(It doesn’t sound so glamorous, does it. Never mind.) As I stated previously, although I enjoy some operas I’m more familiar with other forms of classical music. So to fill the list of 12 that Gyppo Byard has instigated, I’m broadening the perspective, though moving only one step away and considering anything with voices and large-scale instrumentation. For want of a better system, I’m listing these in terms of increasing religiosity (though bear in mind that I understand very little of what’s being sung) so if any of you start feeling your blood rising and your hand instinctively reaching for your Dawkins then you know it’s time to switch to another blog :-)
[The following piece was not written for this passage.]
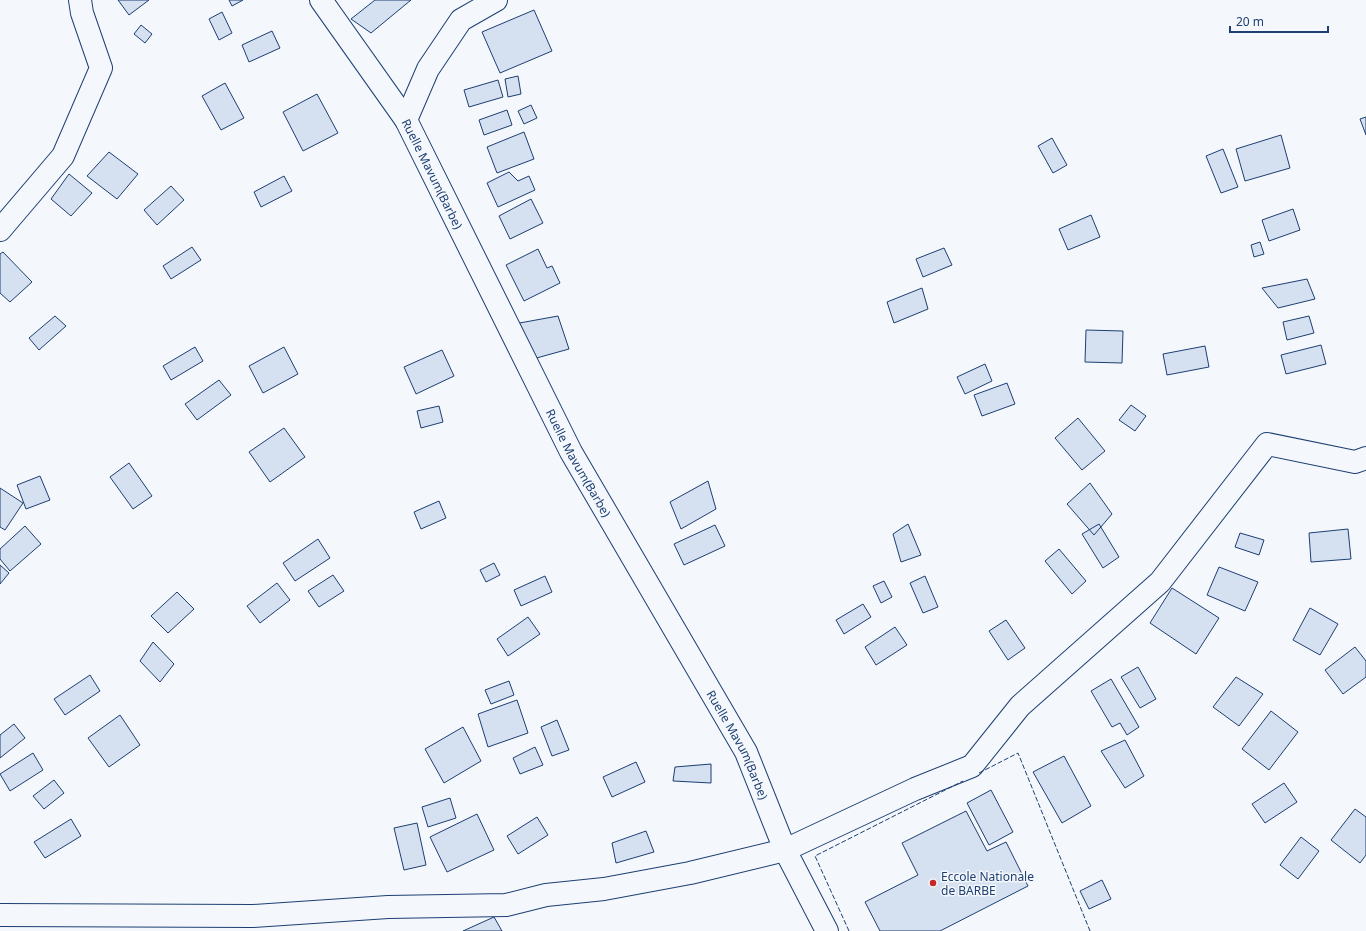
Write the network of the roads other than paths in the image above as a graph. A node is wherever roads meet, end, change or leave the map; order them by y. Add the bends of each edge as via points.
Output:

CARMINA BURANA (Carl Orff, 1937) Yeah, the Old Spice advert!! Set to secular Medieval text about Wine, Women, and Song. I’ve danced to this many times as it was the favourite piece of our movement choir choreographer on the summer school I attended regularly.
DAS LIED VON DER ERDE (Gustav Mahler, 1909) (The Song of the Earth) This is a superbly effecting piece, and as close to Wagnerian as I can comfortably get. Apparently it’s ancient Chinese poetry rendered into German, but it really doesn’t sound as bad as all that.
CURLEW RIVER (Benjamin Britten, 1964) Almost an opera, though Britten never classed it as such, this is fascinatingly “different” piece in many ways. It’s based on a Japanese noh play, and allowed Peter Pears to “drag up” as The Madwoman in honourable onnagata tradition.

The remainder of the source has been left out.